**INFORMATION GIVEN:**
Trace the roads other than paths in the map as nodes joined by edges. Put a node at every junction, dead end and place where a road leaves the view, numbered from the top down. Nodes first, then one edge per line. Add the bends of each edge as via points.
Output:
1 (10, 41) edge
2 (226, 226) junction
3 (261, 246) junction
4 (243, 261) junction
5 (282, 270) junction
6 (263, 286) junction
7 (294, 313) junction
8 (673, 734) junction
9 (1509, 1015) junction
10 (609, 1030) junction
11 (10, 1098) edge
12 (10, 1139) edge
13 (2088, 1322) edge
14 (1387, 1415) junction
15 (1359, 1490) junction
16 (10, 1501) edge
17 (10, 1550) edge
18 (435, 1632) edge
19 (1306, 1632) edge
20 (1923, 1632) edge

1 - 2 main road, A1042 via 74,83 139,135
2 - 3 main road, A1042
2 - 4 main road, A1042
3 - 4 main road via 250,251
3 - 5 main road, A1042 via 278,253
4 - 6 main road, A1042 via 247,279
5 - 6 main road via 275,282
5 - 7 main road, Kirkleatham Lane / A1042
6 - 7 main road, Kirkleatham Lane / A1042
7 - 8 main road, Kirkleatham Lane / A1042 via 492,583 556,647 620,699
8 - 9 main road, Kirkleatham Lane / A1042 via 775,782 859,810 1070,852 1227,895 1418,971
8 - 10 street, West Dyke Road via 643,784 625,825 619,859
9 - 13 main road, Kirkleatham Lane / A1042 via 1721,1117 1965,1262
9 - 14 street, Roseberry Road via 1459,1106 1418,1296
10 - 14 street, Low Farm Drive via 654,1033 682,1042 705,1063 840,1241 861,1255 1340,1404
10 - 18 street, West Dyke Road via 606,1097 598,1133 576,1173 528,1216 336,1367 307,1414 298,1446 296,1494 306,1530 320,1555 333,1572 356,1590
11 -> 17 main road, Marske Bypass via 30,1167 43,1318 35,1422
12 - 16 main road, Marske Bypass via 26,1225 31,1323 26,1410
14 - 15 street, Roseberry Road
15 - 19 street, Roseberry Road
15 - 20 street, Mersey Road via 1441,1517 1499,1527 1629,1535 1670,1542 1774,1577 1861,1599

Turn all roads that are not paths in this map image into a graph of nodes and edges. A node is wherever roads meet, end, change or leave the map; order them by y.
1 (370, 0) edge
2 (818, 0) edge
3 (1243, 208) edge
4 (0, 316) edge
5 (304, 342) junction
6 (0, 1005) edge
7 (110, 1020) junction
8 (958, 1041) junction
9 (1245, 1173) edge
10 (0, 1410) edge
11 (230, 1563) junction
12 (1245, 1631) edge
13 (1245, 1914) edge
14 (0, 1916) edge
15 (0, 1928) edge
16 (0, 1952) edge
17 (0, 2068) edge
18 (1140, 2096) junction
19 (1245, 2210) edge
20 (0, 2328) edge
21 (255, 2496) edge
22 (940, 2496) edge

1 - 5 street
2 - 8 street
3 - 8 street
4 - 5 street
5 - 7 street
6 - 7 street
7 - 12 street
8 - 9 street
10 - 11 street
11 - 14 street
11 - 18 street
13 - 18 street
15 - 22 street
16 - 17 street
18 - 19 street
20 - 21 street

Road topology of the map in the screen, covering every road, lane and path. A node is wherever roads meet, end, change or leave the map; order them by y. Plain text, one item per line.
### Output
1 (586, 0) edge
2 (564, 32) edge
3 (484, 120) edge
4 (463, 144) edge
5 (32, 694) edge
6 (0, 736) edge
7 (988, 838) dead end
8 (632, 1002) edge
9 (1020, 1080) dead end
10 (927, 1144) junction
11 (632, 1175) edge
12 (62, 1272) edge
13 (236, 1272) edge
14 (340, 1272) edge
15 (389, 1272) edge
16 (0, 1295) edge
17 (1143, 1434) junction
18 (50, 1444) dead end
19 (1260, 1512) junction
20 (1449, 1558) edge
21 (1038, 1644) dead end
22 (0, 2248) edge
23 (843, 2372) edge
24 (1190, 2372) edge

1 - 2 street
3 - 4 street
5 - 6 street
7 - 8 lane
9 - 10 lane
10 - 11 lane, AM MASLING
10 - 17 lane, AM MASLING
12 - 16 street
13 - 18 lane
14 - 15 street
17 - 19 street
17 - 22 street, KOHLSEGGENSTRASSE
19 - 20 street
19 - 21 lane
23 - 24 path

**EXERCISE REQUIREMENTS:** The full listing should be output exactly, line for line.

**FINAL ANSWER:**
Trace the roads other than paths in the map as nodes joined by edges. Put a node at every junction, dead end and place where a road leaves the view, numbered from the top down. Nodes first, then one edge per line. Add the bends of each edge as via points.
Output:
1 (10, 41) edge
2 (226, 226) junction
3 (261, 246) junction
4 (243, 261) junction
5 (282, 270) junction
6 (263, 286) junction
7 (294, 313) junction
8 (673, 734) junction
9 (1509, 1015) junction
10 (609, 1030) junction
11 (10, 1098) edge
12 (10, 1139) edge
13 (2088, 1322) edge
14 (1387, 1415) junction
15 (1359, 1490) junction
16 (10, 1501) edge
17 (10, 1550) edge
18 (435, 1632) edge
19 (1306, 1632) edge
20 (1923, 1632) edge

1 - 2 main road, A1042 via 74,83 139,135
2 - 3 main road, A1042
2 - 4 main road, A1042
3 - 4 main road via 250,251
3 - 5 main road, A1042 via 278,253
4 - 6 main road, A1042 via 247,279
5 - 6 main road via 275,282
5 - 7 main road, Kirkleatham Lane / A1042
6 - 7 main road, Kirkleatham Lane / A1042
7 - 8 main road, Kirkleatham Lane / A1042 via 492,583 556,647 620,699
8 - 9 main road, Kirkleatham Lane / A1042 via 775,782 859,810 1070,852 1227,895 1418,971
8 - 10 street, West Dyke Road via 643,784 625,825 619,859
9 - 13 main road, Kirkleatham Lane / A1042 via 1721,1117 1965,1262
9 - 14 street, Roseberry Road via 1459,1106 1418,1296
10 - 14 street, Low Farm Drive via 654,1033 682,1042 705,1063 840,1241 861,1255 1340,1404
10 - 18 street, West Dyke Road via 606,1097 598,1133 576,1173 528,1216 336,1367 307,1414 298,1446 296,1494 306,1530 320,1555 333,1572 356,1590
11 -> 17 main road, Marske Bypass via 30,1167 43,1318 35,1422
12 - 16 main road, Marske Bypass via 26,1225 31,1323 26,1410
14 - 15 street, Roseberry Road
15 - 19 street, Roseberry Road
15 - 20 street, Mersey Road via 1441,1517 1499,1527 1629,1535 1670,1542 1774,1577 1861,1599

Turn all roads that are not paths in this map image into a graph of nodes and edges. A node is wherever roads meet, end, change or leave the map; order them by y.
1 (370, 0) edge
2 (818, 0) edge
3 (1243, 208) edge
4 (0, 316) edge
5 (304, 342) junction
6 (0, 1005) edge
7 (110, 1020) junction
8 (958, 1041) junction
9 (1245, 1173) edge
10 (0, 1410) edge
11 (230, 1563) junction
12 (1245, 1631) edge
13 (1245, 1914) edge
14 (0, 1916) edge
15 (0, 1928) edge
16 (0, 1952) edge
17 (0, 2068) edge
18 (1140, 2096) junction
19 (1245, 2210) edge
20 (0, 2328) edge
21 (255, 2496) edge
22 (940, 2496) edge

1 - 5 street
2 - 8 street
3 - 8 street
4 - 5 street
5 - 7 street
6 - 7 street
7 - 12 street
8 - 9 street
10 - 11 street
11 - 14 street
11 - 18 street
13 - 18 street
15 - 22 street
16 - 17 street
18 - 19 street
20 - 21 street

Road topology of the map in the screen, covering every road, lane and path. A node is wherever roads meet, end, change or leave the map; order them by y. Plain text, one item per line.
### Output
1 (586, 0) edge
2 (564, 32) edge
3 (484, 120) edge
4 (463, 144) edge
5 (32, 694) edge
6 (0, 736) edge
7 (988, 838) dead end
8 (632, 1002) edge
9 (1020, 1080) dead end
10 (927, 1144) junction
11 (632, 1175) edge
12 (62, 1272) edge
13 (236, 1272) edge
14 (340, 1272) edge
15 (389, 1272) edge
16 (0, 1295) edge
17 (1143, 1434) junction
18 (50, 1444) dead end
19 (1260, 1512) junction
20 (1449, 1558) edge
21 (1038, 1644) dead end
22 (0, 2248) edge
23 (843, 2372) edge
24 (1190, 2372) edge

1 - 2 street
3 - 4 street
5 - 6 street
7 - 8 lane
9 - 10 lane
10 - 11 lane, AM MASLING
10 - 17 lane, AM MASLING
12 - 16 street
13 - 18 lane
14 - 15 street
17 - 19 street
17 - 22 street, KOHLSEGGENSTRASSE
19 - 20 street
19 - 21 lane
23 - 24 path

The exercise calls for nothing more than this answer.